A wildlife sanctuary in Tetonia is quietly fundraising to expand its facility and forward its mission of connecting people with the natural world.
“We live in an incredible valley with incredible privilege,” said Earthfire Institute founder Susan Eirich, Ph.D. “It’s up to us to preserve it. People who visit are aghast at the wonder of it. The Greater Yellowstone Ecosystem is one of the last great places in the world, and it brings such a joy and enhancement to our lives.”
Earthfire, founded in 2000, is working to raise its profile locally, although the sanctuary is only open to the public in a limited capacity; groups are allowed to book private retreats or visits in order to “meet and connect deeply with wildlife,” said Eirich.
“It’s because we’re a sanctuary, not a zoo,” she added. “We want people to have the most profound experience possible with an animal, without disrupting the animal’s safety and quality of life.”
Buoyed by a catalytic donation, in 2020 Earthfire embarked on a $5-10 million growth initiative plan to update its animal gardens, enclosures (including a waterfall for every bear), and rehabilitation program, as well as upgrading its retreat facilities. Building a larger staff of animal handler apprentices, rehabilitation specialists, outreach directors, and facility managers is another big line item in the budget. View the entire plan at earthfireinstitute.org.
“After 20 years of piecemeal growth based on a shoestring budget, we now have a complete plan for building key infrastructure components, including cohesive plumbing, electrical systems, energy systems, and irrigation management,” reads the nonprofit’s capital campaign plan.
Part of that project includes preserving land along the valley’s migration corridor; Earthfire acquired a 120-acre property that includes part of South Leigh Creek, which is prime wildlife range.
Earthfire generally does not engage in advocacy on a local level. “We’re not into policy, we do education,” Eirich said. “Although we have submitted thoughts in response to some development in support of preserving migration corridors.”
Instead, she continued, the ultimate goal is to export Earthfire’s message around the world.
“Being a part of the larger ecosystem enriches us.
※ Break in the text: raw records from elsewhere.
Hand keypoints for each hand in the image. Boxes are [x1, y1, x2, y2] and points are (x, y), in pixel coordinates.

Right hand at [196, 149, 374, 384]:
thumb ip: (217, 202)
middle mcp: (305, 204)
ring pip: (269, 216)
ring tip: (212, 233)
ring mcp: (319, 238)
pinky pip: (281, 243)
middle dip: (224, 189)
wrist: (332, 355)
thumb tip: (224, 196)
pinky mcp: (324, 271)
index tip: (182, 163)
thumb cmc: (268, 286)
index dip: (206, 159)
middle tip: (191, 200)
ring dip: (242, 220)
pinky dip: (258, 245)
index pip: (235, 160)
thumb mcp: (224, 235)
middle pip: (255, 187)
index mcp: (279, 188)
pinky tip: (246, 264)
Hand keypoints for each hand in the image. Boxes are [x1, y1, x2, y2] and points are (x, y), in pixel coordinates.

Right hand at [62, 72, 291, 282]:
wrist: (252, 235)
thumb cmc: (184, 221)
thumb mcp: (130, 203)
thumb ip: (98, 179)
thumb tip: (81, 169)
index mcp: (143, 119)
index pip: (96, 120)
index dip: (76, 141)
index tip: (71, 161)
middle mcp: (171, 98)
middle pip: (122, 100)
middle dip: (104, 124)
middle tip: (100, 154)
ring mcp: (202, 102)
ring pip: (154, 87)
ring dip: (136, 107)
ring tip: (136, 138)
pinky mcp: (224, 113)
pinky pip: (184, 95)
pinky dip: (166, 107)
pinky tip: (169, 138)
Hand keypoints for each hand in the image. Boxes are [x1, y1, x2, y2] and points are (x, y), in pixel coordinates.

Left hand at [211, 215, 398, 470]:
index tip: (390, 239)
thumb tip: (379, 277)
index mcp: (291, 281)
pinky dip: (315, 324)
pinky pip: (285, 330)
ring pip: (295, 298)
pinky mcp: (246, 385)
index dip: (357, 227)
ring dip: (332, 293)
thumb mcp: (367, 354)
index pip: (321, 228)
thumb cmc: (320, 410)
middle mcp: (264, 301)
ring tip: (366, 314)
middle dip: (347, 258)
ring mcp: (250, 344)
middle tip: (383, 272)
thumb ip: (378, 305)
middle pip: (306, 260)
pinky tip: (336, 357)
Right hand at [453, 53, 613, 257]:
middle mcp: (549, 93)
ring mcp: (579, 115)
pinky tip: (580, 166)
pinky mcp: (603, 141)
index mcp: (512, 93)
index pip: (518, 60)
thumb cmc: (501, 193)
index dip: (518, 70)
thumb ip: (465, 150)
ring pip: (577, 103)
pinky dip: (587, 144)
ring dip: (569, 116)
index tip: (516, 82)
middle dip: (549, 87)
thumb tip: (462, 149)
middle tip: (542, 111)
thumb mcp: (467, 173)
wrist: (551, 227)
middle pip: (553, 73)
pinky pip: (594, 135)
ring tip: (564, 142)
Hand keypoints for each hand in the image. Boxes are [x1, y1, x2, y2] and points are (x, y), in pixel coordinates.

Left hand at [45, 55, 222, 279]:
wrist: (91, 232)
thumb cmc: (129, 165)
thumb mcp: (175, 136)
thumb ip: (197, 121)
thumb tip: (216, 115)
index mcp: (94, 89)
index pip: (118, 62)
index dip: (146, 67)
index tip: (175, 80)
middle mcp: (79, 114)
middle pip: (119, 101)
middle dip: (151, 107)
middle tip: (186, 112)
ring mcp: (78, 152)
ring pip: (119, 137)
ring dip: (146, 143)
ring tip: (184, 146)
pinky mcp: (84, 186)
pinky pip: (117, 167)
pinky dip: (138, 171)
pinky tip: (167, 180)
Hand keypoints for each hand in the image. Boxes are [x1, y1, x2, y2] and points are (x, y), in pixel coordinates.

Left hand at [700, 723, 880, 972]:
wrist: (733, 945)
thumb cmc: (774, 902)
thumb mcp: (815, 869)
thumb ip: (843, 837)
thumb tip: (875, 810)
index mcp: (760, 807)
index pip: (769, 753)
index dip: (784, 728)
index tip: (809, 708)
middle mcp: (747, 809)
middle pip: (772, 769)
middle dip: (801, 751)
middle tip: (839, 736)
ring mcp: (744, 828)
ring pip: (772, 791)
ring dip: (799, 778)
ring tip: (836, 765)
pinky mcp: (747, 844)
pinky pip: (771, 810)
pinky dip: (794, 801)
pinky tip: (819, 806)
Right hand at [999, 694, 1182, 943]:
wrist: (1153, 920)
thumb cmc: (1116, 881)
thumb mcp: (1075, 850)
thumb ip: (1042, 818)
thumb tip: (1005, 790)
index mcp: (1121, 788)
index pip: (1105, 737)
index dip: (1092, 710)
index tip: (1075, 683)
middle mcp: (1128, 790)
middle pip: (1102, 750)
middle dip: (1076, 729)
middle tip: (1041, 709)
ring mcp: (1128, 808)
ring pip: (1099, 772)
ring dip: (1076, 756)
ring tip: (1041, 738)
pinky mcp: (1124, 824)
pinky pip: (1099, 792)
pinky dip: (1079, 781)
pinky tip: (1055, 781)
We take the stories of the animals here and spread them throughout the world, and people around the world are quite excited by it. And yet we also have a grounded and very specific local mission, to help injured wildlife in our area and focus on native species here.”
Permanent residents at the center include wolves, bears, mountain lions, and other mammals that were rescued or adopted from a variety of circumstances. Meanwhile, many of the injured or orphaned wild animals that are brought to Earthfire can be rehabilitated and released back into their native habitat.
“Community is not just the ice rink and the church and the civic center, it’s the animals and the trees,” Eirich said. “We live in that community, but many act as if we don’t. We’re trying to work to change people’s perception and understanding of that, so they make different decisions, take more care, combine their sense of community with science.”